- Conference: Missouri Valley Conference
- Record: 7–21 (3–11 MVC)
- Head coach: Ron Greene (3th season);
- Home arena: Hulman Center

= 1987–88 Indiana State Sycamores men's basketball team =

American college basketball season

1987–88 Indiana State Sycamores men's basketball team represented Indiana State University during the 1987–88 men's college basketball season.

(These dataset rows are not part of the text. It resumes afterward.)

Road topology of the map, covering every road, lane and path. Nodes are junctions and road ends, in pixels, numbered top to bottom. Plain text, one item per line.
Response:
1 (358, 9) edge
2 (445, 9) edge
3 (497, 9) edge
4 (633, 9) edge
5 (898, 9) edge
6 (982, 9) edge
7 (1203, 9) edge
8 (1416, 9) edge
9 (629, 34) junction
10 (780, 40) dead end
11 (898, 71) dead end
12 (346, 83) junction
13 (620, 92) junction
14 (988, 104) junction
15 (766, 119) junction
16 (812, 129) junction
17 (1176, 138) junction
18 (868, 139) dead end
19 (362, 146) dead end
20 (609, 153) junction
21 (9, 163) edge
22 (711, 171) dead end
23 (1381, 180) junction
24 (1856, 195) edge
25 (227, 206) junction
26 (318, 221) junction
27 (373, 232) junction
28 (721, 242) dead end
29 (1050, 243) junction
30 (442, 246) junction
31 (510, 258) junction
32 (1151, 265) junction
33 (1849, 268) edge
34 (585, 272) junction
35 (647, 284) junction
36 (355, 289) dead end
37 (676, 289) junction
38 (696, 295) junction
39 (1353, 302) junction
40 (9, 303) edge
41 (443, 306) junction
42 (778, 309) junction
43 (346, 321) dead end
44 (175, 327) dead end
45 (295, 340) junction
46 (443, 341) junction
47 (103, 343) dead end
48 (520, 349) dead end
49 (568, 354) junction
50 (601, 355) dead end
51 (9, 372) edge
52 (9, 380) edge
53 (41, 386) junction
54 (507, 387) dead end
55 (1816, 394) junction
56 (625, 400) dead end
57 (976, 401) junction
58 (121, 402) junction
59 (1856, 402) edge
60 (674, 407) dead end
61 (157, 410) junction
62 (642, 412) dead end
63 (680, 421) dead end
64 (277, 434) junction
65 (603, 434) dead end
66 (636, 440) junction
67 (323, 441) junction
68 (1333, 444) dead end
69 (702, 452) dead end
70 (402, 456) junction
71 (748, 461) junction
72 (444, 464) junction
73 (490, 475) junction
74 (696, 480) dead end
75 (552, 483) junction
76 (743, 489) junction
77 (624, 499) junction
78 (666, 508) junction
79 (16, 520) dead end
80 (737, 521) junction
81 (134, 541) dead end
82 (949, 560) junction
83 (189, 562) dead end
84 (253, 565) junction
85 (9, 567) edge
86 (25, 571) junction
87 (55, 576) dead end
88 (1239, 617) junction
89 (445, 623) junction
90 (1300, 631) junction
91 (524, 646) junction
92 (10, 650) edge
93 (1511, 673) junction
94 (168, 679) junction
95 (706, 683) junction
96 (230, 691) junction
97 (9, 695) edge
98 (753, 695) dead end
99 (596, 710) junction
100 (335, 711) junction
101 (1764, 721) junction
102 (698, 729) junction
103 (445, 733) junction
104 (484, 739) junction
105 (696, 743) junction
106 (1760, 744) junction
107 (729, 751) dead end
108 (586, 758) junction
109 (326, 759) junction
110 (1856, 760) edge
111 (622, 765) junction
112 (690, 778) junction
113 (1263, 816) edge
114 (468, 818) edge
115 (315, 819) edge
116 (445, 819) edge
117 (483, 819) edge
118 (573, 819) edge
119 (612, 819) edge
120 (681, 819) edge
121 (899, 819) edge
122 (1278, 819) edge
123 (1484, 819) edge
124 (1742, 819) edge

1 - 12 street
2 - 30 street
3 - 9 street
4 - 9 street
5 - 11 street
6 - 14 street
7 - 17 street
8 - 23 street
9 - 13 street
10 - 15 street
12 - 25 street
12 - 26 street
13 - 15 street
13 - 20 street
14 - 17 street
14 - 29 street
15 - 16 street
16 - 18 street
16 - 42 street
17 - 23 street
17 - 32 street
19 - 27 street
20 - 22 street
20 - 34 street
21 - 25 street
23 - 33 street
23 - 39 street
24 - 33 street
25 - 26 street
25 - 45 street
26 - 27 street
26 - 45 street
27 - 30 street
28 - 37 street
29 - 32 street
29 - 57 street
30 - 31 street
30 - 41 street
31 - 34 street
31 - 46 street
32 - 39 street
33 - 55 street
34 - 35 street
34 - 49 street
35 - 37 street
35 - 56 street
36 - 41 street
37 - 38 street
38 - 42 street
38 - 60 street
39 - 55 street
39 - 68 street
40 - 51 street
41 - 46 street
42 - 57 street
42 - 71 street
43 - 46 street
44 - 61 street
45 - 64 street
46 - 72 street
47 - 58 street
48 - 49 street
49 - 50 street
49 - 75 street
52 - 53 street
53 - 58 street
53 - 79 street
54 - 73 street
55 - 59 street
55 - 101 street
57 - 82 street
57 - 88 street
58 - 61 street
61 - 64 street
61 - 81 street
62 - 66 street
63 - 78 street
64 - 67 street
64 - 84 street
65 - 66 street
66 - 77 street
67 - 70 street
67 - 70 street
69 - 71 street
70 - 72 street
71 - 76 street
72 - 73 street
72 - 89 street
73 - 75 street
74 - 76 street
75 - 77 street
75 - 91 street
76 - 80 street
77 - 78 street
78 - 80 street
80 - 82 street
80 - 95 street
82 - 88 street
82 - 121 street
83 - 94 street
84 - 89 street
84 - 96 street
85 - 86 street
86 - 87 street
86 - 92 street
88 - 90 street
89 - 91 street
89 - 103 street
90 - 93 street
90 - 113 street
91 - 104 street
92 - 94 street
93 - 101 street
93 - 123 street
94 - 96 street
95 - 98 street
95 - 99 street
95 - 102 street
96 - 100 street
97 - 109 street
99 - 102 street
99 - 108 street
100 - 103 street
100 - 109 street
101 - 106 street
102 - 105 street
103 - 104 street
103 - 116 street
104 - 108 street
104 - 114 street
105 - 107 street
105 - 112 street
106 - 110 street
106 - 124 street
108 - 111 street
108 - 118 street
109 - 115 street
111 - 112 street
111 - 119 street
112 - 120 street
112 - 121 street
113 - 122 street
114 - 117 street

The Sycamores were led by third year head coach Ron Greene and finished the season with an overall record of 7–21, while going 3–11 in the Missouri Valley Conference.

==Roster==
The team lost 8 of the 15 players from the previous season. A notable addition to the team was Eddie Bird, younger brother of former Sycamores' player Larry Bird.

==Schedule==

| Date time, TV | Rank^{#} | Opponent^{#} | Result | Record | Site city, state |
| November 28* |  | Fredonia State | W 68–56 | 1–0 | Hulman Center Terre Haute, Indiana |
| November 30* |  | Ball State | L 69–72 | 1–1 | Hulman Center Terre Haute, Indiana |
| December 3* |  | at Boston University | L 67–81 | 1–2 | Case Gym Boston, Massachusetts |
| December 5* |  | Eastern Illinois | W 64–63 | 2–2 | Hulman Center Terre Haute, Indiana |
| December 8* |  | at Butler | L 65–84 | 2–3 | Hinkle Fieldhouse Indianapolis, Indiana |
| December 11* |  | vs. Washington State | L 61–73 | 2–4 | Assembly Hall Bloomington, Indiana |
| December 12* |  | vs. James Madison | L 63–65 | 2–5 | Assembly Hall Bloomington, Indiana |
| December 19* |  | Butler | L 44–64 | 2–6 | Hulman Center Terre Haute, Indiana |
| December 21* |  | at St. Louis | L 58–74 | 2–7 | Kiel Auditorium St. Louis, Missouri |
| December 30* |  | Evansville | L 68–74 | 2–8 | Hulman Center Terre Haute, Indiana |
| January 2* |  | St. Ambrose | W 87–74 | 3–8 | Hulman Center Terre Haute, Indiana |
| January 7 |  | at Drake | L 54–63 | 3–9 (0–1) | Veterans Memorial Auditorium Des Moines, Iowa |
| January 9* |  | Missouri Valley College | W 76–56 | 4–9 (0–1) | Hulman Center Terre Haute, Indiana |
| January 14 |  | Bradley | L 68–79 | 4–10 (0–2) | Hulman Center Terre Haute, Indiana |
| January 16 |  | at Southern Illinois | L 72–82 ^{OT} | 4–11 (0–3) | The SIU Arena Carbondale, Illinois |
| January 20 |  | at Illinois State | L 64–72 | 4–12 (0–4) | Horton Field House Normal, Illinois |
| January 22 |  | at Creighton | L 63–85 | 4–13 (0–5) | Omaha Civic Auditorium Omaha, Nebraska |
| January 28 |  | Drake | W 84–78 | 5–13 (1–5) | Hulman Center Terre Haute, Indiana |
| January 30 |  | Creighton | L 71–75 | 5–14 (1–6) | Hulman Center Terre Haute, Indiana |
| February 2* |  | DePaul | L 56–64 | 5–15 (1–6) | Hulman Center Terre Haute, Indiana |
| February 6 |  | at Wichita State | L 70–102 | 5–16 (1–7) | Levitt Arena Wichita, Kansas |
| February 8 |  | at Tulsa | L 67–70 | 5–17 (1–8) | Tulsa Convention Center Tulsa, Oklahoma |
| February 11 |  | Wichita State | W 63–62 | 6–17 (2–8) | Hulman Center Terre Haute, Indiana |
| February 13 |  | Tulsa | W 93–88 ^{2OT} | 7–17 (3–8) | Hulman Center Terre Haute, Indiana |
| February 17 |  | Illinois State | L 59–69 | 7–18 (3–9) | Hulman Center Terre Haute, Indiana |
| February 24 |  | Southern Illinois | L 87–90 ^{OT} | 6–19 (3–10) | Hulman Center Terre Haute, Indiana |
| February 27 |  | at No. 14 Bradley | L 74–95 | 7–20 (3–11) | Carver Arena Peoria, Illinois |
MVC Tournament
| March 5 |  | vs. No. 14 Bradley | L 74–93 | 7–21 (3–11) | Carver Arena Peoria, Illinois |
*Non-conference game. ^{#}Rankings from AP Poll. (#) Tournament seedings in parentheses.